As US peoples get ready to wallow in way-much sob-worthy self-agony for the 10th anniversary of the World Trade Center attack, other peoples are dying like gnats and flies — literally.

As horrific and criminally insane those attacks were, US peoples will always be self-centered, self-indulgent in celebrating the event until we can come to grips and bring to light of justice the ugly, bloodcurdling shit which took place after Sept. 11, 2001.

Lost in all kinds of other so-called newsworthy items this morning is the massive human catastrophe taking place in the Horn of Africa — the situation there has deteriorated and 750,000 people, mostly women and children, are now threatened with a real-bad way to die.
Those “roads of death” supposedly leading to food centers are littered with the bones of children — 29,000 dead in just 90 days.

(Illustration found here).

And an estimated 1,300 children are dying every day.

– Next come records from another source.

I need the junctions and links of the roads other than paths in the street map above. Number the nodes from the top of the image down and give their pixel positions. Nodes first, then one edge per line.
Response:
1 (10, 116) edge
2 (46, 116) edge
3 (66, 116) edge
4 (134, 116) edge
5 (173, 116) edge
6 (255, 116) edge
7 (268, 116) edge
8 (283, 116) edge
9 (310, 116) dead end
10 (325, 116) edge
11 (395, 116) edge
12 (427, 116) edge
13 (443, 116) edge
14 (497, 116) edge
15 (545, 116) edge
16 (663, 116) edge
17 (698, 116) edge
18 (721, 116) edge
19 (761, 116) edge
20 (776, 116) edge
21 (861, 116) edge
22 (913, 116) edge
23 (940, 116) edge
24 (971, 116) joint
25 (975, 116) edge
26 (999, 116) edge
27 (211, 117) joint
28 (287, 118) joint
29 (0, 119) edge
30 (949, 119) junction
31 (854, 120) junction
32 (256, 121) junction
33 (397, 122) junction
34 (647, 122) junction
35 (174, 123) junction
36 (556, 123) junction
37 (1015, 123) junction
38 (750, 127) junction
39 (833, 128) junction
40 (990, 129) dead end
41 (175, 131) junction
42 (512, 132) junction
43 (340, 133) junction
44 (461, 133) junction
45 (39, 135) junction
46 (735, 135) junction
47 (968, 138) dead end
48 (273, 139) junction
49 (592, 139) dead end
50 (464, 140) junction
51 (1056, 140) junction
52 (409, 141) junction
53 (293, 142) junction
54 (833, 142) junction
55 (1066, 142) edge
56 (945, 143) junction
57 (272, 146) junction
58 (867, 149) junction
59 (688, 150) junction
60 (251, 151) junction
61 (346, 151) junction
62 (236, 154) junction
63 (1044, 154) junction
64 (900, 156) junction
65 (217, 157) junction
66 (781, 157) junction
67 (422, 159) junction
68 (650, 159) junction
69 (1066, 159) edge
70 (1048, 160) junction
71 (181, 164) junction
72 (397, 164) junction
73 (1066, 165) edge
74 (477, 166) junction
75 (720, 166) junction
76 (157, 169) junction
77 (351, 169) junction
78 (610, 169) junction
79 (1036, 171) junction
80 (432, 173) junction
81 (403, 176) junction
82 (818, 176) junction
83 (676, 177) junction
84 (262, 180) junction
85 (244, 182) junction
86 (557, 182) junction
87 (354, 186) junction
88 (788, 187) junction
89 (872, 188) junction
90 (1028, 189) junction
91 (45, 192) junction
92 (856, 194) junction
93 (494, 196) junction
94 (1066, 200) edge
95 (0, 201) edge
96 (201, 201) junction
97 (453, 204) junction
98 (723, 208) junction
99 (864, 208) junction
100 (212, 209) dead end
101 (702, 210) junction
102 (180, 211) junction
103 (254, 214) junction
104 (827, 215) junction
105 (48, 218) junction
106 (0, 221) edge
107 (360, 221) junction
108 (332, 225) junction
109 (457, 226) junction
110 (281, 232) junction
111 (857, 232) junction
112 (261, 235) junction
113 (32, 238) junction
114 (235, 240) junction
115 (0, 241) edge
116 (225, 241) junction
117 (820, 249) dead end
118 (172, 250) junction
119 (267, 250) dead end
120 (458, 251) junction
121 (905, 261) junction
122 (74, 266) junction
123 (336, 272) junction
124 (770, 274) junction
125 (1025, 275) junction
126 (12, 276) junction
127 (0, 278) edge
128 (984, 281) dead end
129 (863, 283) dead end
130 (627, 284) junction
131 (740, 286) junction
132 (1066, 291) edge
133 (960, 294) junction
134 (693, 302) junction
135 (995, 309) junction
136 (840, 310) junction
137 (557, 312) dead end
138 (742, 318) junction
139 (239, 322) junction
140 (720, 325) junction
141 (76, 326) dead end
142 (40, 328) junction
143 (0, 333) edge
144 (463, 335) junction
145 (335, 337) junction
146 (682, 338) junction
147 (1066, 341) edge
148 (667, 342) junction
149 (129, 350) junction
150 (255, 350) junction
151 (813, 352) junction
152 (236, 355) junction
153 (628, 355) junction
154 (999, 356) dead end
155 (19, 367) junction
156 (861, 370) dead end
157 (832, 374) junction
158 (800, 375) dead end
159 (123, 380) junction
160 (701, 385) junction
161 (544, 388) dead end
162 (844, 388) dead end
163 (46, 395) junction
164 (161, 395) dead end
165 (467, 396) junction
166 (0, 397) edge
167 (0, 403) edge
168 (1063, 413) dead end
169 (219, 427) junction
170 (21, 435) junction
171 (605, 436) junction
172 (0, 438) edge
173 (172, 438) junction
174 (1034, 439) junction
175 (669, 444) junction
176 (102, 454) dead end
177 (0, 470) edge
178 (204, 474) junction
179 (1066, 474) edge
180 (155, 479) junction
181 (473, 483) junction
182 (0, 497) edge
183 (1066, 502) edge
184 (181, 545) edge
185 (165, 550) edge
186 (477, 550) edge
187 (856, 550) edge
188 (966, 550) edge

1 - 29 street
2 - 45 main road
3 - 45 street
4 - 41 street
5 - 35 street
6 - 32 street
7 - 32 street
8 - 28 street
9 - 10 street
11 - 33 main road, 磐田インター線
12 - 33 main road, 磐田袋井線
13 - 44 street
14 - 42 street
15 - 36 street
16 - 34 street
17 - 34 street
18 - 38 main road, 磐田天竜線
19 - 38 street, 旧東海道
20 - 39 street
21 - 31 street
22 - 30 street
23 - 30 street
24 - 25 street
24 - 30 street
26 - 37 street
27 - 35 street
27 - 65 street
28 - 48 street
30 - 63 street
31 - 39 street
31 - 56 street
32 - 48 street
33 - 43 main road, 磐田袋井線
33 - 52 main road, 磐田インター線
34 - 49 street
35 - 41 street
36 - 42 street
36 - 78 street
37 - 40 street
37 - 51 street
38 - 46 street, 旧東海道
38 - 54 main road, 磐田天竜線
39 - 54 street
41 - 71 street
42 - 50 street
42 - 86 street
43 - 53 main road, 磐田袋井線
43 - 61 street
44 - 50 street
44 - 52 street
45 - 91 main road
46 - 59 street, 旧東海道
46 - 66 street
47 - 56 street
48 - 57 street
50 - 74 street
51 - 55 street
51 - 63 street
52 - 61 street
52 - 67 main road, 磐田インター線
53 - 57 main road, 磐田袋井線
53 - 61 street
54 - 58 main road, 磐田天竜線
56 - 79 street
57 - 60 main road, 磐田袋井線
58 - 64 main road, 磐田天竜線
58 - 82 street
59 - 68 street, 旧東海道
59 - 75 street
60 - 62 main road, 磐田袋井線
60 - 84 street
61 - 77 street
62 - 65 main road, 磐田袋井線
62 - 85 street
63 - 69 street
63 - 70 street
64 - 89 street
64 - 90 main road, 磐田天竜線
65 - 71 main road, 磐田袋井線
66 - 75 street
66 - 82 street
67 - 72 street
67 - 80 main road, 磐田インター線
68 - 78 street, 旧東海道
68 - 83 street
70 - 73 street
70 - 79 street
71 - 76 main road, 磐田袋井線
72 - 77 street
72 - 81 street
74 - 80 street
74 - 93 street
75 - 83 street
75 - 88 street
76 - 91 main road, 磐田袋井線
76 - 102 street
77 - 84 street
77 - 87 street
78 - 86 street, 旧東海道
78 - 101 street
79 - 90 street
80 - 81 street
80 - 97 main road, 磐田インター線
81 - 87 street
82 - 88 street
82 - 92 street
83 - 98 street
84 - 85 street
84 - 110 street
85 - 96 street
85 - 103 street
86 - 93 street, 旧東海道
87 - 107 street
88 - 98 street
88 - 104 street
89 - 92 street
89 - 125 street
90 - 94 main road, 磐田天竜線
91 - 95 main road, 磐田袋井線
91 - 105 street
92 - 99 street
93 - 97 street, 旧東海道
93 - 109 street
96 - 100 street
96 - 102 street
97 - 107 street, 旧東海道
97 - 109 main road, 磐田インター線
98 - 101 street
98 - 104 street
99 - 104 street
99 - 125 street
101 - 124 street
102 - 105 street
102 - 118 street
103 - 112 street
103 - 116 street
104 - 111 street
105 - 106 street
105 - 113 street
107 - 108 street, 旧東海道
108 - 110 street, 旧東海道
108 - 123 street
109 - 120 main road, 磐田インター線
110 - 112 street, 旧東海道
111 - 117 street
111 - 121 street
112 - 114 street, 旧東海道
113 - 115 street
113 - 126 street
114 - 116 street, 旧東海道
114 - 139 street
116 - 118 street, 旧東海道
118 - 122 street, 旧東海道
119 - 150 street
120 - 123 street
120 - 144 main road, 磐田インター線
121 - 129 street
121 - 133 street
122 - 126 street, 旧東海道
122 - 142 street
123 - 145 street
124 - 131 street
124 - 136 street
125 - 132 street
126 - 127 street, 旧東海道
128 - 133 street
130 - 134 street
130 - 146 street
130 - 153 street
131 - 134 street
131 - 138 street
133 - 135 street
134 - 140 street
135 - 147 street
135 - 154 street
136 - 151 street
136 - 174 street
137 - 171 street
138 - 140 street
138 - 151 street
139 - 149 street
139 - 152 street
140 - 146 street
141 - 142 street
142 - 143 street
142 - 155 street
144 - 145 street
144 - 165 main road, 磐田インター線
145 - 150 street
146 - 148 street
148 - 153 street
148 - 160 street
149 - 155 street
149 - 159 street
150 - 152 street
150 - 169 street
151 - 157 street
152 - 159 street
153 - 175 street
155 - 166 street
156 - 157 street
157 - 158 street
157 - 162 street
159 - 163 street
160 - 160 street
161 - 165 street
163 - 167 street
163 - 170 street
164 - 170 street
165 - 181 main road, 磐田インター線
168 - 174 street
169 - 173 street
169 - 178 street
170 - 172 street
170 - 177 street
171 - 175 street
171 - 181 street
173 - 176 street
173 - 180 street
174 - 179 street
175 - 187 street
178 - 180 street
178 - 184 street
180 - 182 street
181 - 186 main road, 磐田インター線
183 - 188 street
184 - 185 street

From Aljazeera English and an interview with Imtiaaz Sooliman, the head of Gift of The Givers, a humanitarian organisation from South Africa:

In my 19-years-experience, I would say that that this was the worst crisis I have ever seen.
It is not like Bosnia where there was war, or an earthquake like Haiti where there was structural damage to buildings.
Here there is slow death in front of your eyes… we are talking about four million people affected, mostly children.
Every parent with five or six children are forced to watch their children waste away, day by day.
And we are not talking about one household, we are talking about tens of thousands of households across the country, from the south to Mogadishu.

To put it into perspective: A two-year-old child begins to look like a three-month-old baby within some weeks.
And again, we are talking about thousands.
And parents are emotionally and psychologically affected, because there is nothing they can do to save the child.
Imagine watching your child die in front you.
It is a slow, painful process and for 12 to 16 weeks you go through this agony knowing that there is nothing you can do.
Consider that we have just completed the month of Ramadan — where children in many countries fast from dawn to dusk.
Normally when children fast and towards the late afternoon, they might complain that they want to break the fast because of their hunger and as a parent you say, “it will end soon” so hold on … they might cry but they know that there are only a few hours remaining, and then they can choose whatever they want to eat.
But these kids here in Somalia, the tears have long since dried up and there is no expectation of food. There is just nothing to eat.
The figures are startling: Every day 1,300 children die.

It is not possible to make sense if you are not in it.
Television pictures do not tell the full story.
Being in it captures more than just the essence and a picture cannot tell you the scale of the damage, the emotional suffering, the individual stories — but given the nature of people — consider South Africa — an entire nation has still mobilised for Somalia.
We have received unprecedented support.
Seeing the pictures of children so emaciated has touched the hearts of people.
There has never been such a campaign in the history of this country.

As a parent, a horrifying situation I’d hope US peoples never have to experience.
This morning, nothing but celebrations of death all over the world.